◆ **WORK TO BE COMPLETED**
Exact copies of the records below are needed, free of pictures.

*-*-*

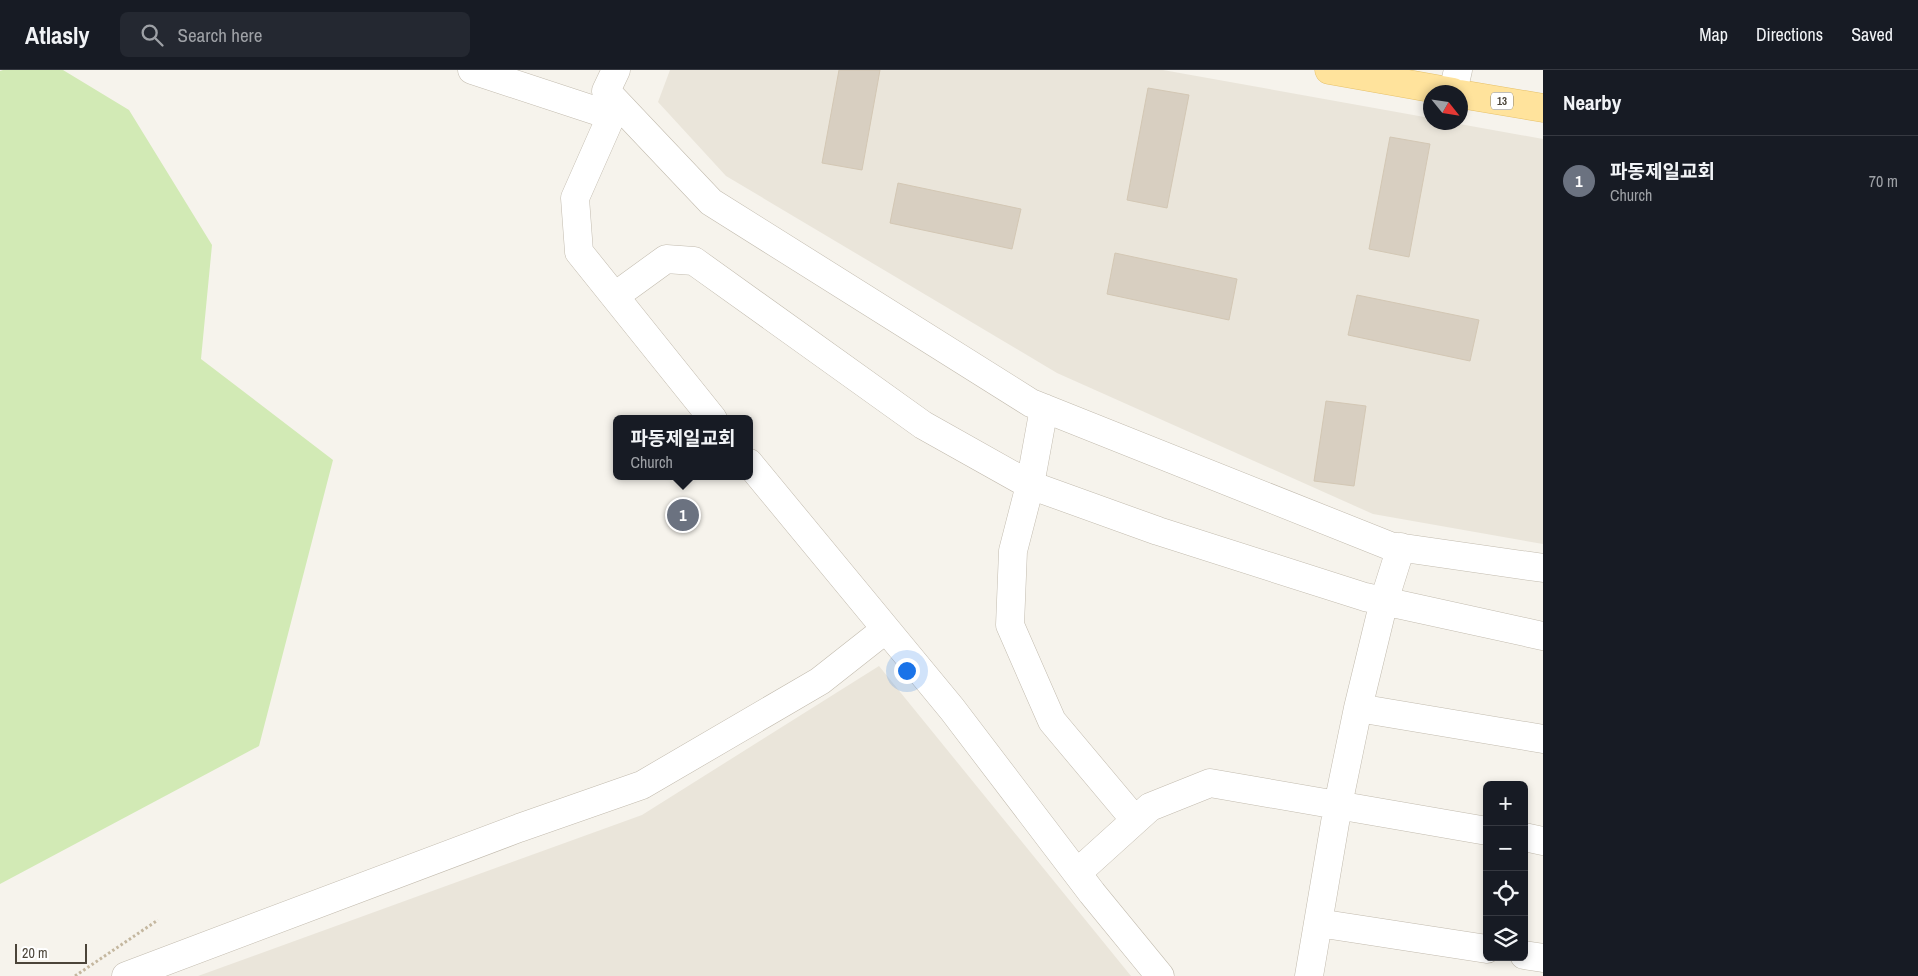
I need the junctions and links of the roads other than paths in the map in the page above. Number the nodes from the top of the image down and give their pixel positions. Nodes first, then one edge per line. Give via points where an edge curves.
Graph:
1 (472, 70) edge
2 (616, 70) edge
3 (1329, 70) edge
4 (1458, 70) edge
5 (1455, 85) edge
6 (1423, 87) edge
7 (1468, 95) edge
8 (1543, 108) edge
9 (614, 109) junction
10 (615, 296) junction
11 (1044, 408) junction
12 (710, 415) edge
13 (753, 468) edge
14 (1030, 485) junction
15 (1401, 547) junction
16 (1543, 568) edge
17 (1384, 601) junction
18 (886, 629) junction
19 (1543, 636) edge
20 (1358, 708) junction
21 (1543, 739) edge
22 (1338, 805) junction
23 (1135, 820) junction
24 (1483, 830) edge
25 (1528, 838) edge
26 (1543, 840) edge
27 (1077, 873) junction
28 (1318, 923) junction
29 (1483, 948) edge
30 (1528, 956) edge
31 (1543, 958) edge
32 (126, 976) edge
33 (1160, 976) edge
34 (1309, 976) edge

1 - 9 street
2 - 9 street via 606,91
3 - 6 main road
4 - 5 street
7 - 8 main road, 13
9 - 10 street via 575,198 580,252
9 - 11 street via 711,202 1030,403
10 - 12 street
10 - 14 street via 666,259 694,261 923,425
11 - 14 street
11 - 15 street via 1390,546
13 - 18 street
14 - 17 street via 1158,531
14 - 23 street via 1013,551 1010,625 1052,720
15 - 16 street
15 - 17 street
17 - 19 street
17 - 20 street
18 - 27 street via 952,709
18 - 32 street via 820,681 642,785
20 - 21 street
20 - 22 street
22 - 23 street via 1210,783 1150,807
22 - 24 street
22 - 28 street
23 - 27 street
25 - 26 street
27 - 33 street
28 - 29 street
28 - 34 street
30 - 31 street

*-*-*

◆ **ANSWER BOX**
I need the junctions and links of the roads other than paths in the map in the page above. Number the nodes from the top of the image down and give their pixel positions. Nodes first, then one edge per line. Give via points where an edge curves.
Graph:
1 (472, 70) edge
2 (616, 70) edge
3 (1329, 70) edge
4 (1458, 70) edge
5 (1455, 85) edge
6 (1423, 87) edge
7 (1468, 95) edge
8 (1543, 108) edge
9 (614, 109) junction
10 (615, 296) junction
11 (1044, 408) junction
12 (710, 415) edge
13 (753, 468) edge
14 (1030, 485) junction
15 (1401, 547) junction
16 (1543, 568) edge
17 (1384, 601) junction
18 (886, 629) junction
19 (1543, 636) edge
20 (1358, 708) junction
21 (1543, 739) edge
22 (1338, 805) junction
23 (1135, 820) junction
24 (1483, 830) edge
25 (1528, 838) edge
26 (1543, 840) edge
27 (1077, 873) junction
28 (1318, 923) junction
29 (1483, 948) edge
30 (1528, 956) edge
31 (1543, 958) edge
32 (126, 976) edge
33 (1160, 976) edge
34 (1309, 976) edge

1 - 9 street
2 - 9 street via 606,91
3 - 6 main road
4 - 5 street
7 - 8 main road, 13
9 - 10 street via 575,198 580,252
9 - 11 street via 711,202 1030,403
10 - 12 street
10 - 14 street via 666,259 694,261 923,425
11 - 14 street
11 - 15 street via 1390,546
13 - 18 street
14 - 17 street via 1158,531
14 - 23 street via 1013,551 1010,625 1052,720
15 - 16 street
15 - 17 street
17 - 19 street
17 - 20 street
18 - 27 street via 952,709
18 - 32 street via 820,681 642,785
20 - 21 street
20 - 22 street
22 - 23 street via 1210,783 1150,807
22 - 24 street
22 - 28 street
23 - 27 street
25 - 26 street
27 - 33 street
28 - 29 street
28 - 34 street
30 - 31 street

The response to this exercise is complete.